El nombre de Lucila “Lucy” Boscana es recordado por distintas generaciones de actores.

Cuando se habla de esta artista, muchos destacan su versatilidad en la actuación, su labor como productora  y, sobre todo,  su papel de “madrina” de los nuevos talentos. El director Gilberto Valenzuela es uno de los que viven agradecidos por las oportunidades que recibieron de la experimentada actriz, quien nutrió su resumé con una larga lista de trabajos en  televisión, teatro, radio y cine.

“Ella tenía muchos hijos en el trabajo. Tan pronto identificaba a alguien con talento, lo agarraba de la mano y lo ayudaba. Su única preocupación era dejar a un grupo de gente que sirviera de relevo”, comunicó Valenzuela hace un tiempo a este diario.

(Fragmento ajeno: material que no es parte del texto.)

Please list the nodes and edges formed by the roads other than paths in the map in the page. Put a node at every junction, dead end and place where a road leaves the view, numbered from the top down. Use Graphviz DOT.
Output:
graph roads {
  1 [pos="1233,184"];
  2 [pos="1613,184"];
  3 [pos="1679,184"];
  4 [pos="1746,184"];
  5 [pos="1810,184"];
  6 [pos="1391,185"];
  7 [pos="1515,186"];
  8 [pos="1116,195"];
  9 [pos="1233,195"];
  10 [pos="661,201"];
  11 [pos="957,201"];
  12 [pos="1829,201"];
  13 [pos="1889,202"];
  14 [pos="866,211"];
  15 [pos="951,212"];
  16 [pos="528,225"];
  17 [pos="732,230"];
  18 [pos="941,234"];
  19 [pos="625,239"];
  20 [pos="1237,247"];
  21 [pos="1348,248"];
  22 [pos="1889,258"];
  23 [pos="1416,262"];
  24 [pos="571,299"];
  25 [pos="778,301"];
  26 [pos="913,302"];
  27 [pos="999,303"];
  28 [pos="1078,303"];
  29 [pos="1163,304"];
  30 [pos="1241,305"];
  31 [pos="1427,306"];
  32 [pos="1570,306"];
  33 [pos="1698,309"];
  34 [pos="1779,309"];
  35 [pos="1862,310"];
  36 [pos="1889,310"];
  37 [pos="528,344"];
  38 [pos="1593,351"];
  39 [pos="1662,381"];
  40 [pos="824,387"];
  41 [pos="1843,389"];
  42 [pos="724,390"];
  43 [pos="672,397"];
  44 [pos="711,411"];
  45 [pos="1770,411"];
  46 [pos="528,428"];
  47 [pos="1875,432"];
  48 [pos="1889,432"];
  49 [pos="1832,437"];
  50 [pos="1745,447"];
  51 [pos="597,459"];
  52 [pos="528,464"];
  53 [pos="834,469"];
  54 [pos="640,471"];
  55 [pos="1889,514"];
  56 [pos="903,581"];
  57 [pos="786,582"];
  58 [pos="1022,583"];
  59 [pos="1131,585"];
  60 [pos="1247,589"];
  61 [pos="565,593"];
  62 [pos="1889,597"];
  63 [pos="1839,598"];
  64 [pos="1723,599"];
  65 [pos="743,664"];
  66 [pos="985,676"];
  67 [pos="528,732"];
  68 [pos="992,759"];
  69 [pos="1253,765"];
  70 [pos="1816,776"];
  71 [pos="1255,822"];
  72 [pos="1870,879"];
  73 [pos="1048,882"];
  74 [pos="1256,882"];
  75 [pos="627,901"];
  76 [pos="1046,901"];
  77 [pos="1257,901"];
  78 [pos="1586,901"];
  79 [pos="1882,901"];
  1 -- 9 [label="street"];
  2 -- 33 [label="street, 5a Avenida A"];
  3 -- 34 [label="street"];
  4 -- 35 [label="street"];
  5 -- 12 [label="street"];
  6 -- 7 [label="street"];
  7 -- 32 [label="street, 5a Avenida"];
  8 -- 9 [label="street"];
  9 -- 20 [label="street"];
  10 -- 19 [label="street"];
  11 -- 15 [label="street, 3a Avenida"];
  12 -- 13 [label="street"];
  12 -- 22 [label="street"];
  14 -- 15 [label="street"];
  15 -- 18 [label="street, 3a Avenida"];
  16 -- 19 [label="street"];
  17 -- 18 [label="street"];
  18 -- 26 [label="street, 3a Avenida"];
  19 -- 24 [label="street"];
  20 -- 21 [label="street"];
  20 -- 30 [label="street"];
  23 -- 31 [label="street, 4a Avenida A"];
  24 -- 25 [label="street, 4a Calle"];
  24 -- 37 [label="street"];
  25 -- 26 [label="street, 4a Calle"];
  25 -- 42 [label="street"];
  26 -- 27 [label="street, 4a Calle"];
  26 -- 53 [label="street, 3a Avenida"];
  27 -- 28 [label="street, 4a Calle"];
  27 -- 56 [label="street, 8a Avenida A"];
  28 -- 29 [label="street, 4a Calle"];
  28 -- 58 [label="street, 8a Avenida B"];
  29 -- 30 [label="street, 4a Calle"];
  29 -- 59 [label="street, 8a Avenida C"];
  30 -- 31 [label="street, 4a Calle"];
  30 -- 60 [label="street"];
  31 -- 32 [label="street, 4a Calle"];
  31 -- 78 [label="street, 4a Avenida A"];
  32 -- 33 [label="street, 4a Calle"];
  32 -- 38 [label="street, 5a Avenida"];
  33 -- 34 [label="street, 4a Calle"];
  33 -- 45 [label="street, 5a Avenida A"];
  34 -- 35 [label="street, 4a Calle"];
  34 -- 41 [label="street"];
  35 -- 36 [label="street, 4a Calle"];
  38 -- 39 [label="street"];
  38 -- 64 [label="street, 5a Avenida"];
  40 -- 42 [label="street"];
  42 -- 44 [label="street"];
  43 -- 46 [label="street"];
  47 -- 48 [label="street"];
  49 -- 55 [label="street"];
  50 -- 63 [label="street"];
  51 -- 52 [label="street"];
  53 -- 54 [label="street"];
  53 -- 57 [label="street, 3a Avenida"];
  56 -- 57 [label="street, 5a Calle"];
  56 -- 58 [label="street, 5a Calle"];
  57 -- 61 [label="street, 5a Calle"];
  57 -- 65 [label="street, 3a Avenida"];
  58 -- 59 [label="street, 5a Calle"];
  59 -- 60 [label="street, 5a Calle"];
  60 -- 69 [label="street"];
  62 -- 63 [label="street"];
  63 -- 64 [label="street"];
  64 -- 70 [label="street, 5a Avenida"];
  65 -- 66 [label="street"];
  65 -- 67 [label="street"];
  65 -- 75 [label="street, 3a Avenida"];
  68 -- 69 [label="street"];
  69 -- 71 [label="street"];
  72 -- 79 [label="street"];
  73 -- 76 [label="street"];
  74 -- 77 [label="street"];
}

Esta mayagüezana, quien murió en el 2001, es recordada, entre otros personajes, por “doña Gabriela” de la pieza La carreta, de René Marqués. La intérprete sobresalió, además, en las obras Los soles truncos y Mariana o el alba,  de Marqués.

La instrumentista  combinó su gusto por la música al unirse como cantante y guitarrista del conjunto femenino Las Damiselas, encabezado por Sylvia Rexach. Pero conquistó al público principalmente con  sus participaciones en telenovelas como Anacaona, El ídolo, De qué color es el amor, Tanairí y Karina Montaner.

Uno de los mayores legados de la actriz fue a través de la compañía teatral Tablado Puertorriqueño, que fundó en 1960 y  hoy dirige Valenzuela. 

 Actualmente, existe el Proyecto Dramático Lucy Boscana, del Canal 6, en reconocimiento a sus esfuerzos en favor de la clase artística.